C’est la première fois, dans mon exercice professionnel que je rencontre un dispositif vraiment paritaire où chacun vient chercher quelque chose pour son propre exercice et pour améliorer la prise en charge du patient. Et ce n’est pas l’un qui impose son système à l’autre. Ce n’est pas la ville qui dit, vous, hôpital, on a besoin de vous pour faire certifier cela et inversement. Le SAS, c’est vraiment le SAMU et le monde libéral qui se mettent ensemble autour d’une même table pour organiser au mieux la prise en charge des soins non programmés et des urgences. Cela amène chacun à mieux comprendre les difficultés de l’autre et à mieux appréhender sa façon de travailler.
Une autre table ronde traitait de l’impact de la cocaïne sur les urgences, est-ce à dire que les hôpitaux reçoivent de plus en plus de patients sous emprise de drogues ?
Aujourd’hui, les drogues utilisées sont de plus en plus des drogues de synthèse et nous avons de plus en plus de mal à les reconnaître. Elles ne donnent plus les mêmes tableaux cliniques que l’on connaissait jusqu’alors, y compris pour la cocaïne. Initialement, c’est une drogue issue d’une plante, maintenant on a de plus en plus de cocaïne de synthèse qui ne donne plus les mêmes symptômes quand on a des intoxications importantes. L’idée était de faire un retour durant cette session sur ce qui est constaté par les centres de pharmacovigilance et les centres de toxicologie qui sont là pour nous conseiller quand nous sommes face à des tableaux cliniques compliqués.
Vous avez également présenté votre propre retour d’expérience sur les unités d’intervention paramédicalisées…
Oui, depuis plusieurs années, nous avons des infirmières, spécifiquement formées, qui sortent dans un Smur (structure mobile d’urgence et de réanimation) sans médecin. Ça marche très bien, à partir du moment où on encadre le dispositif de stricts critères d’indication de l’utilisation de ces moyens, avec un accompagnement bien formalisé et tracé par le médecin régulateur. Aujourd’hui, près 30% de notre activité répond à une pratique paramédicale du Smur. En deux ans, il n’y a jamais d’incident.

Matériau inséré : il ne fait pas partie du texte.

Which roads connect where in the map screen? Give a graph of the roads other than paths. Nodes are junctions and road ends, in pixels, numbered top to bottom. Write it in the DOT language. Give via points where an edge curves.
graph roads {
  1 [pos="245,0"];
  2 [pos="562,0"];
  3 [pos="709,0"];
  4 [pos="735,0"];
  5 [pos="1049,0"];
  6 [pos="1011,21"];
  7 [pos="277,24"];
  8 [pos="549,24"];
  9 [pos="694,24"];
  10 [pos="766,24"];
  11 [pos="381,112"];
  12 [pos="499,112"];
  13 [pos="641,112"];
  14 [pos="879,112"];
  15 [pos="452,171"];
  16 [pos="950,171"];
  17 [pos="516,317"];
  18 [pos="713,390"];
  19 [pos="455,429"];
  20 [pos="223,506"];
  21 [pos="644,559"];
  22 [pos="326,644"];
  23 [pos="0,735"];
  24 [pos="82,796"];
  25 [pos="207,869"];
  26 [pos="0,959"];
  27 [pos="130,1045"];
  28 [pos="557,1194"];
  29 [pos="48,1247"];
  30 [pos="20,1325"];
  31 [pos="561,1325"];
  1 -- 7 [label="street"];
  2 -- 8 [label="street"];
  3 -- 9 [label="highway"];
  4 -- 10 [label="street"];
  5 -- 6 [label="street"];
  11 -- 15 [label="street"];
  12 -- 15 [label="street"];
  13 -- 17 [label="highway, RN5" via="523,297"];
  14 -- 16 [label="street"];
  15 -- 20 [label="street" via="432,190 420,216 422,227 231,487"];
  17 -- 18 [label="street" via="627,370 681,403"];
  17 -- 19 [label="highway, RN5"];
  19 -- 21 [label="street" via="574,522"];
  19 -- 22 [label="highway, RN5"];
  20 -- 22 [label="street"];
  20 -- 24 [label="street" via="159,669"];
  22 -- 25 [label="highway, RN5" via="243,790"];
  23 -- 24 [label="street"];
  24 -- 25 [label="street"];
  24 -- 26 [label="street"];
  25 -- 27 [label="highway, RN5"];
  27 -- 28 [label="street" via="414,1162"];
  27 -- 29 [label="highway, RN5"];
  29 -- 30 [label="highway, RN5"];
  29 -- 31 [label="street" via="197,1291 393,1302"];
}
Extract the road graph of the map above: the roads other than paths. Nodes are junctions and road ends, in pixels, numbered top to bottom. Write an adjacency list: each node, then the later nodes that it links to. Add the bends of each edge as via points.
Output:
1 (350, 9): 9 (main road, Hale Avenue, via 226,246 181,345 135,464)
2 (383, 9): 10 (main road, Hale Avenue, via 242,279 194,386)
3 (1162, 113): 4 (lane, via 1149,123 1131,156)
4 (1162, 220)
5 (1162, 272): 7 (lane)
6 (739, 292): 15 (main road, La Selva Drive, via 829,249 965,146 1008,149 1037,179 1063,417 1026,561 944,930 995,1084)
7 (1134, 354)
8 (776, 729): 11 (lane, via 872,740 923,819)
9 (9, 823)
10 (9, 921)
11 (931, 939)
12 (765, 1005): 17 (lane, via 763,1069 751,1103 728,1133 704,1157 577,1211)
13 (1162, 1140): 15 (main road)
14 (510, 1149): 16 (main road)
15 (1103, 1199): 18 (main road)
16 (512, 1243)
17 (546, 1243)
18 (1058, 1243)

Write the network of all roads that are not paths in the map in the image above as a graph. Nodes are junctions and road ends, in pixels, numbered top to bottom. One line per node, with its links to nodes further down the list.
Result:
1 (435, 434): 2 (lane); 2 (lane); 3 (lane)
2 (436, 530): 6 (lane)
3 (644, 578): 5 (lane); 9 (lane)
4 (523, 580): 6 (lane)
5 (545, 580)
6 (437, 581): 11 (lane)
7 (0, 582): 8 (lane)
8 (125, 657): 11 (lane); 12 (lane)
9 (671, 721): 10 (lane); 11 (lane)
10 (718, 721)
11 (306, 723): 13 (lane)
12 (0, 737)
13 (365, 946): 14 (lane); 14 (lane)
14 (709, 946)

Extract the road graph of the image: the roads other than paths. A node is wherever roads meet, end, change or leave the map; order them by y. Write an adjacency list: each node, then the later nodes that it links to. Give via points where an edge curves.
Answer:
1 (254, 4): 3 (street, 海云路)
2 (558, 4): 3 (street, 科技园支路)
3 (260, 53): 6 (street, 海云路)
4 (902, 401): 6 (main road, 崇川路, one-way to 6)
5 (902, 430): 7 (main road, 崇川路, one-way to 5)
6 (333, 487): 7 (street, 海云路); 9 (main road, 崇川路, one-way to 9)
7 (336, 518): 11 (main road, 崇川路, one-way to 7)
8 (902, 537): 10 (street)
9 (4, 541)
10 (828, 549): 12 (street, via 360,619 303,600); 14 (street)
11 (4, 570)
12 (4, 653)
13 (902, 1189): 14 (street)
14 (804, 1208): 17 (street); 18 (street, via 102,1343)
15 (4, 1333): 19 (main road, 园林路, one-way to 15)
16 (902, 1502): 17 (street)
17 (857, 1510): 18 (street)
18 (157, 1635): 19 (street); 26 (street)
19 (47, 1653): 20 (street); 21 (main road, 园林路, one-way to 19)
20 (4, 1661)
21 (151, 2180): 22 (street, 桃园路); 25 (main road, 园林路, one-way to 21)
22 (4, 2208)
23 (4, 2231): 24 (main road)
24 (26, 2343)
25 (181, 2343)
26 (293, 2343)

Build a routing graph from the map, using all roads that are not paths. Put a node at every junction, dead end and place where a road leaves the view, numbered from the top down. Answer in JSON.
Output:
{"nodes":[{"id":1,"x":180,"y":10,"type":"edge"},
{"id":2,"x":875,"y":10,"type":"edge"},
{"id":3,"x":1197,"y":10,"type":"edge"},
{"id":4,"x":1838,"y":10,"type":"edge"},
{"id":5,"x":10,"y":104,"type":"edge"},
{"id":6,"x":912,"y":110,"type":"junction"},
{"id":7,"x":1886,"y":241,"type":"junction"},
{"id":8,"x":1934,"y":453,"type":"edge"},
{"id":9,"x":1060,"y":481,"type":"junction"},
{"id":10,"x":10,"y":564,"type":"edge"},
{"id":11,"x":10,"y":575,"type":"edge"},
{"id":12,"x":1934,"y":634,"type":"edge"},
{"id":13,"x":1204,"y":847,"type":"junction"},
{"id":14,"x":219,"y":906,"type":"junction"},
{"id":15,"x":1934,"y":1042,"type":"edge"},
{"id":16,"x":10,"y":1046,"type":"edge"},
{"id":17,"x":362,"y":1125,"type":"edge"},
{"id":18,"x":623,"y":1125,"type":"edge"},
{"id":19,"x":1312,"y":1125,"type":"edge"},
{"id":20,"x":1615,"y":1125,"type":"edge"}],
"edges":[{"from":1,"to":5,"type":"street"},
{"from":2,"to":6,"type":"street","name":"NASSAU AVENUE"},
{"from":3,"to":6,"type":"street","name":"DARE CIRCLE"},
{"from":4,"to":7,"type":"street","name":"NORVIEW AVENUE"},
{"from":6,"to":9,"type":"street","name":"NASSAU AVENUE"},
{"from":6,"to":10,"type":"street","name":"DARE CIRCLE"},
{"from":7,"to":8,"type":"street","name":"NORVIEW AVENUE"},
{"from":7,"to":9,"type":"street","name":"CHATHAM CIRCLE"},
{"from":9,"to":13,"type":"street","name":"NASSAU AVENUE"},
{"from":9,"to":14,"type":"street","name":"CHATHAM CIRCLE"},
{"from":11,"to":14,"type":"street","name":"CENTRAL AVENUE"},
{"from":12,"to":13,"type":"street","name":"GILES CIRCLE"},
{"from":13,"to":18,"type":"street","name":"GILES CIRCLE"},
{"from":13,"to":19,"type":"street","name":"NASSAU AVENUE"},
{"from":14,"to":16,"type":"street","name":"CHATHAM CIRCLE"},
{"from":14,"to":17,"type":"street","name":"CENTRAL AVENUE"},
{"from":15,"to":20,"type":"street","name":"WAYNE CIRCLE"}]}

* Le SAS repose sur une collaboration étroite de l’ensemble des professionnels de santé d’un même territoire, qu’ils relèvent de la filière de l’aide médicale urgente (AMU) ou de celle de médecine générale. Cette collaboration se traduit par la mise en place d’un plateau de régulation des appels du SAS, accessible 24H/24 et 7J/7, auquel participent les deux filières : d’une part, la régulation médicale de l’aide médicale urgente (SAMU), et d’autre part, une régulation de médecine générale en journée pour les soins non programmés.